An external asset manager manages financial assets for its clients without taking them into banking custody. Since they are not affiliated with banks, brokers, and financial institutions, they are also called independent asset managers. They use various strategies to invest client funds and advise how best to allocate assets across different asset classes.

Why you may need the service

If you're looking for a comprehensive investment approach, an external asset manager might be right for you. They are not affiliated with a bank and usually choose from a broad range of investment products and solutions. Since they focus on one main service line, they have less of an incentive for cross-selling and thus are well positioned to align with your interests. They are subject to a fiduciary duty and must put their client's interests first. With that, you achieve clarity on provided services and associated costs.

Expertise in different types of investments

An external asset manager can offer various investment options to implement individualized investment management strategies. For example, some managers focus on stocks, bonds, real estate, and commodities. Others focus on alternative investments like hedge funds, private equity, and venture capital. Since they are not tied to a particular financial institution, they can offer unbiased advice and provide their clients access to specific solutions. With their best-in-class approach, you should be provided with the best-performing products in the market.

Managing risk

An external asset manager can assist with investing in assets that meet specific goals while managing risks effectively. They usually don't rely on standard model portfolios and follow a tailored approach when constructing a client portfolio. Since they are incentivized to know their clients well, they develop a deep understanding of their risk ability and tolerance, which positively impacts the suitability and appropriateness assessment. Furthermore, it supports developing and implementing long-term financial plans aligned with your retirement goals.

The importance of diversification

Investment risks are managed by diversification. You don't want to have all your eggs in the same basket. If external asset managers don't place their own products, you'll avoid concentration and credit risks due to holding too many products of the same issuer. It would be best if their regular reports also covered such risks and disclosed any eventual remuneration they may receive from other financial institutions.

Your investment framework

Depending on your requirements, you can work with more than one external asset manager to ideally ensure that niches are covered. With new cloud-based WealthTech solutions, you can also work with several custodian banks and consolidate all the information in one platform. With such aggregated data, you'll create the basis for informed decision-making.

A note about costs

There are various fee models, and often you can choose between options. While the service may not be cheaper than traditional offerings, you should have clarity on what you pay for and thus avoid hidden costs. It's worth screening the market and assessing more than one opportunity before selecting a service provider. A trusted advisor such as a private wealth lawyer can assist you in provider selection and structuring your setup. Furthermore, the external asset manager's governance and compliance framework can be reviewed to ensure complete alignment of interests.

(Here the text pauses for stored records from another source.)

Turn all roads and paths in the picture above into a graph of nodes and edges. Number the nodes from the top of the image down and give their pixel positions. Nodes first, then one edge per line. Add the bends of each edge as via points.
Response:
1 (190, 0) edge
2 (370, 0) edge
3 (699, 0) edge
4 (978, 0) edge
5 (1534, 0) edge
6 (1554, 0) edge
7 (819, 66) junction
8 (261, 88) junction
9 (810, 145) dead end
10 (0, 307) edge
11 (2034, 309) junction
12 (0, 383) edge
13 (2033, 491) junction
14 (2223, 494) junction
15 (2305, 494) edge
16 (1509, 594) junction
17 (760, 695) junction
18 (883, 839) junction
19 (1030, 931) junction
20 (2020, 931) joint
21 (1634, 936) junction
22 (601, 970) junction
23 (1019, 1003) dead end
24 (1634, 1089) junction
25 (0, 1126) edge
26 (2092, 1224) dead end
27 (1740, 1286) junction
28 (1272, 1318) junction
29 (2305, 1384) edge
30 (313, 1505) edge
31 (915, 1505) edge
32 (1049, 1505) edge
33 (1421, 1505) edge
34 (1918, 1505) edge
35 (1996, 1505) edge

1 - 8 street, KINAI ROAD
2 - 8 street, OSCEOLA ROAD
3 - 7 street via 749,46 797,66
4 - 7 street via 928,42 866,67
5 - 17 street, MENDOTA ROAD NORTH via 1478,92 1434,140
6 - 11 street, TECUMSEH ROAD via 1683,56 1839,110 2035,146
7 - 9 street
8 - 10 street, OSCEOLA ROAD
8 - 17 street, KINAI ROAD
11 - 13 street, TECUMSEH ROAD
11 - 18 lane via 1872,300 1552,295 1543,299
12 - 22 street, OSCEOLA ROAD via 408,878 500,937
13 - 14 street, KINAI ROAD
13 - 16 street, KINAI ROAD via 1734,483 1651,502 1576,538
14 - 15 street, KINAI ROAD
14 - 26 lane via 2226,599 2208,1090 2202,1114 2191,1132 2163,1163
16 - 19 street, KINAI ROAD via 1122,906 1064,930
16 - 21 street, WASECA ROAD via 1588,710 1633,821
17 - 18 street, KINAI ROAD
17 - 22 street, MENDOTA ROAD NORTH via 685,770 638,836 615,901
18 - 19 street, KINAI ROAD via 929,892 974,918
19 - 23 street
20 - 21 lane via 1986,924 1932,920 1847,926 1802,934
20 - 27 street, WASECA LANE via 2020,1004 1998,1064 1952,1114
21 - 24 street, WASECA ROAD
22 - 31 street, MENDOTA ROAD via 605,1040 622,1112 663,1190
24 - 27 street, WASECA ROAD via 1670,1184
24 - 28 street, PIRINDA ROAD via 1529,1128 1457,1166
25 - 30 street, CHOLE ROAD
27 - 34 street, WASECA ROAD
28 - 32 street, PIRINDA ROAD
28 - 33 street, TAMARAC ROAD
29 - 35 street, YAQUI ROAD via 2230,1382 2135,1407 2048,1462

What else should you consider?

With all the above benefits, you should still consider an independent control function to monitor the external asset manager's activities and performance. This is often overlooked but essential to achieving outstanding results. Dedicated boutiques assist with monitoring and controlling external asset managers. Furthermore, multi-family offices can also help in this regard.

In conclusion

External asset management offers many benefits for wealth owners looking for individualized investment strategies and a service provider that aligns with their interests. The wealth management industry offers many opportunities for tailored solutions. Still, wealth owners should thoroughly assess all options and consider exposure to conflicts of interest, the service provider's governance and compliance framework, access to best-in-class products, and cost transparency. There's no need to get all services from one financial institution since technology enables the collaboration of different service providers. Wealth owners should implement an independent control function in all constellations to ensure monitoring and control.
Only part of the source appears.